Are Charters Different? shows that the teaching climates of charter and public schools do differ in important ways and explores the relative strengths and weaknesses of each. In addition, the book inquires into critical differences within the charter sector, between for-profit and nonprofit charters, and between independently operated schools and those that are part of educational management organizations. Ultimately, the book argues, the choice between charter and public schools should be more about what we value in public education and consider acceptable trade-offs.
Praise
Oberfield offers a welcome reprieve from the rampant polemics of the current charter school debate. With balance and nuance, the book takes us deep inside charter schools to understand, from the teacher perspective, how these schools are—or aren’t—taking advantage of their unique flexibilities and accountability arrangements to meet their public purpose. Lots of food for thought here for charter advocates and skeptics alike.
— Robin Lake, director, Center on Reinventing Public Education
Subjecting large teacher surveys to rigorous statistical assessment, Zachary Oberfield cuts through the rhetoric for and against charter schools to deliver a dispassionate, illuminating analysis. For scholars and policy makers, this book should prove indispensable.

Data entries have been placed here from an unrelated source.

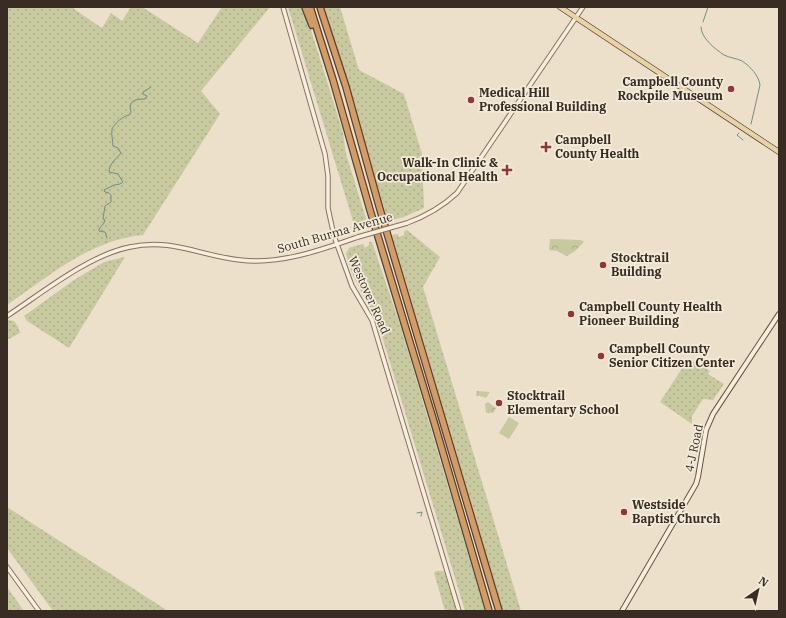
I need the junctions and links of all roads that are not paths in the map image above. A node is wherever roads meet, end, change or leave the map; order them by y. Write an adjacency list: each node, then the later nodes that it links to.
1 (283, 7): 10 (street, Westover Road)
2 (305, 7): 8 (highway)
3 (310, 7): 8 (highway)
4 (320, 7): 17 (highway)
5 (560, 7): 7 (main road)
6 (583, 7): 7 (street, South Burma Avenue)
7 (576, 17): 9 (main road); 10 (street, South Burma Avenue, bridge)
8 (333, 80): 16 (highway)
9 (779, 152)
10 (337, 244): 12 (street, South Burma Avenue); 15 (street, Westover Road)
11 (779, 314): 18 (main road, 4-J Road)
12 (7, 316)
13 (7, 567): 14 (street)
14 (39, 611)
15 (459, 611)
16 (489, 611)
17 (499, 611)
18 (622, 611)

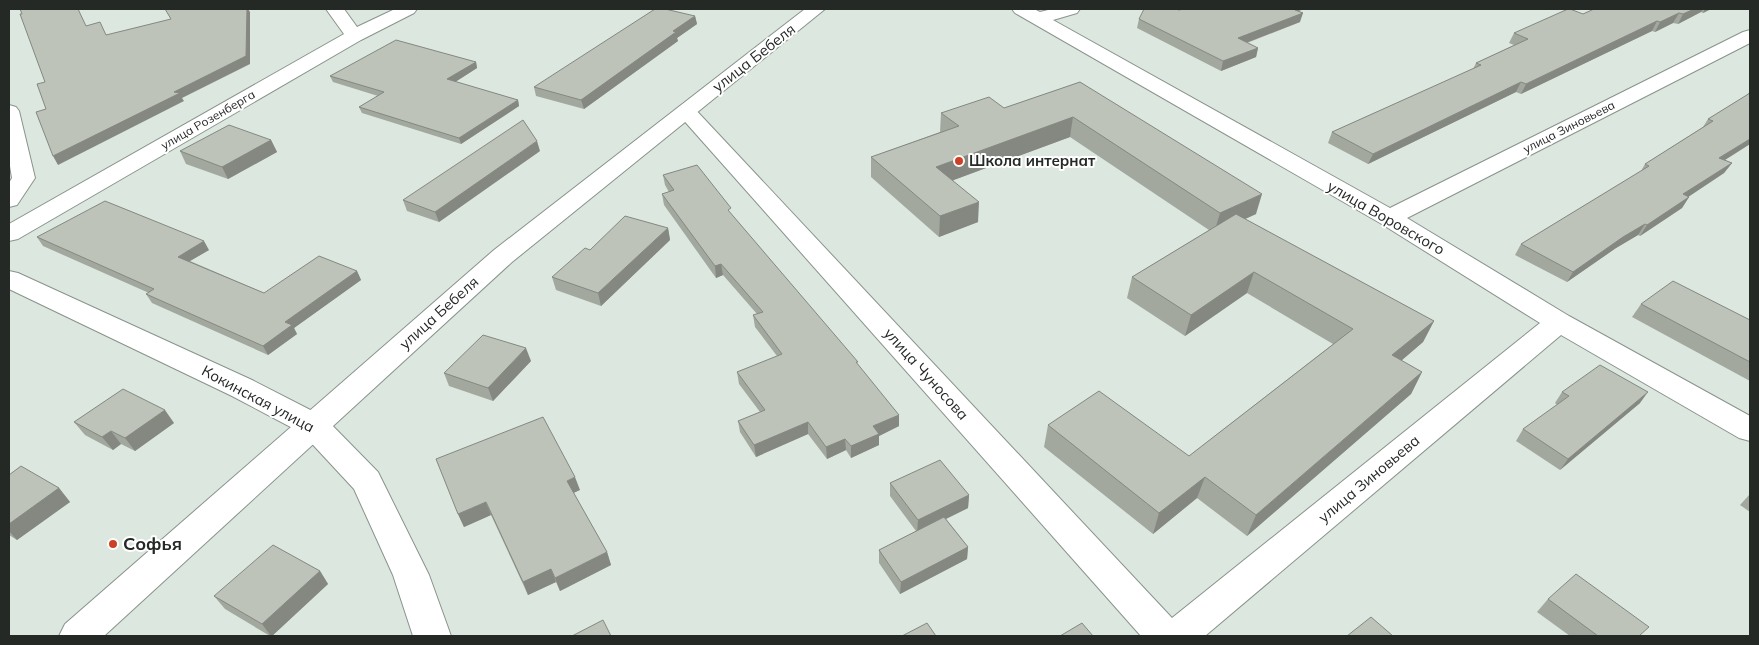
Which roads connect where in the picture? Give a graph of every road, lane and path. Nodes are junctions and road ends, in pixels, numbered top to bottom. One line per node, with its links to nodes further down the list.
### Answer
1 (336, 9): 6 (street)
2 (408, 9): 6 (street, улица Розенберга)
3 (815, 9): 9 (street, улица Бебеля)
4 (1071, 9): 5 (street)
5 (1030, 13): 11 (street, улица Воровского)
6 (354, 36): 12 (street, улица Розенберга)
7 (1750, 36): 11 (street, улица Зиновьева)
8 (9, 111): 10 (street)
9 (686, 112): 15 (street, улица Бебеля); 19 (street, улица Чуносова)
10 (9, 200)
11 (1388, 218): 14 (street, улица Воровского)
12 (9, 234)
13 (9, 279): 15 (street, Кокинская улица)
14 (1559, 322): 16 (street, улица Воровского); 20 (street, улица Зиновьева)
15 (313, 425): 17 (street, улица Бебеля); 18 (street, Кокинская улица)
16 (1750, 430)
17 (78, 636)
18 (432, 636)
19 (1166, 636)
20 (1178, 636)

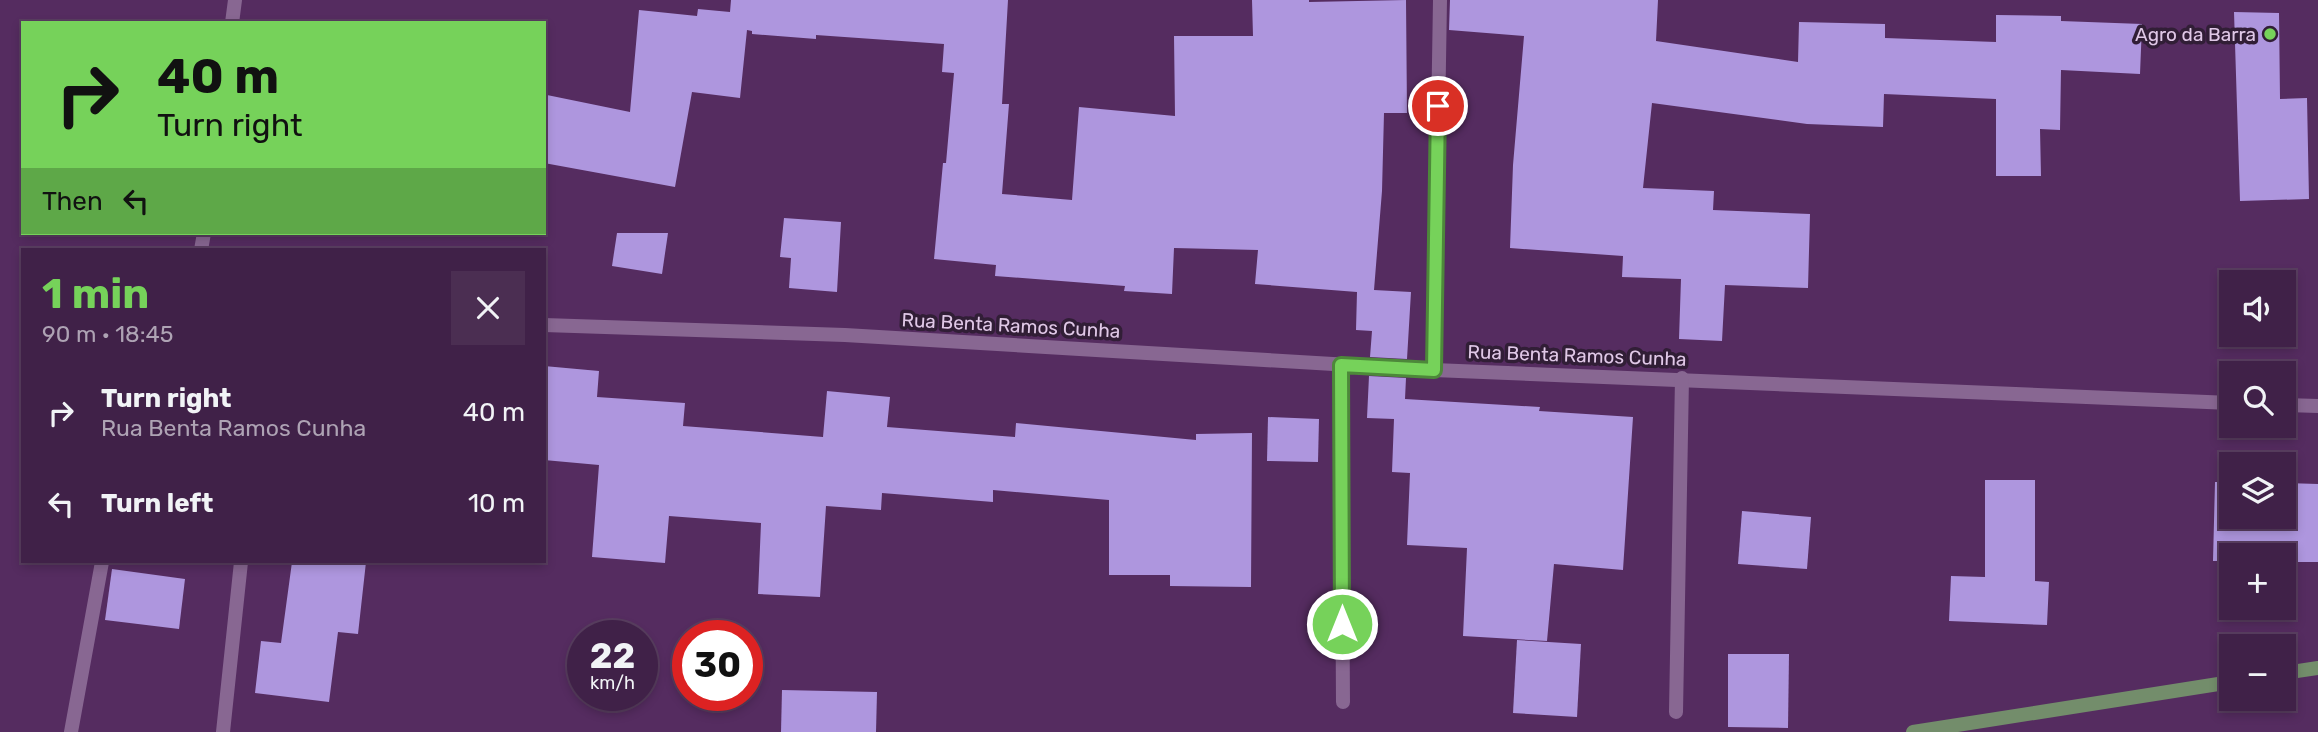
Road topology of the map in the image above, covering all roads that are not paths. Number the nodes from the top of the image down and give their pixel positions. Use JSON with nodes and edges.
{"nodes":[{"id":1,"x":235,"y":0,"type":"edge"},
{"id":2,"x":1440,"y":0,"type":"edge"},
{"id":3,"x":232,"y":21,"type":"edge"},
{"id":4,"x":546,"y":324,"type":"edge"},
{"id":5,"x":1341,"y":365,"type":"junction"},
{"id":6,"x":1434,"y":370,"type":"junction"},
{"id":7,"x":1682,"y":378,"type":"junction"},
{"id":8,"x":2219,"y":402,"type":"edge"},
{"id":9,"x":2296,"y":405,"type":"edge"},
{"id":10,"x":2318,"y":406,"type":"edge"},
{"id":11,"x":102,"y":563,"type":"edge"},
{"id":12,"x":241,"y":563,"type":"edge"},
{"id":13,"x":1343,"y":702,"type":"dead end"},
{"id":14,"x":1676,"y":712,"type":"dead end"},
{"id":15,"x":71,"y":732,"type":"edge"},
{"id":16,"x":223,"y":732,"type":"edge"}],
"edges":[{"from":1,"to":3,"type":"street"},
{"from":2,"to":6,"type":"street"},
{"from":4,"to":5,"type":"street","name":"Rua Benta Ramos Cunha"},
{"from":5,"to":6,"type":"street","name":"Rua Benta Ramos Cunha"},
{"from":5,"to":13,"type":"street"},
{"from":6,"to":7,"type":"street","name":"Rua Benta Ramos Cunha"},
{"from":7,"to":8,"type":"street","name":"Rua Benta Ramos Cunha"},
{"from":7,"to":14,"type":"street"},
{"from":9,"to":10,"type":"street"},
{"from":11,"to":15,"type":"street"},
{"from":12,"to":16,"type":"street"}]}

— Samuel E. Abrams, director, National Center for the Study of Privatization in Education, Teachers College, Columbia University
Oberfield’s deft examination of teachers’ own descriptions of their work climates offers some much-needed nuance to a public debate often characterized more by ideological heat than empirical light.
— Jason A. Grissom, associate professor of public policy and education, Vanderbilt University
By looking at the social, political, and organizational contexts of schools, Oberfield takes significant steps in moving forward school choice research, policy, and practice.
— Mark Berends, professor of sociology and director, Center for Research on Educational Opportunity, University of Notre Dame
Zachary W. Oberfield’s thoughtful analysis, Are Charters Different? Public Education, Teachers, and the Charter School Debate, serves as a welcome departure from more ideological and polarizing literature on charter schools with its balanced, evidence-based analysis of organizational issues in charter schools.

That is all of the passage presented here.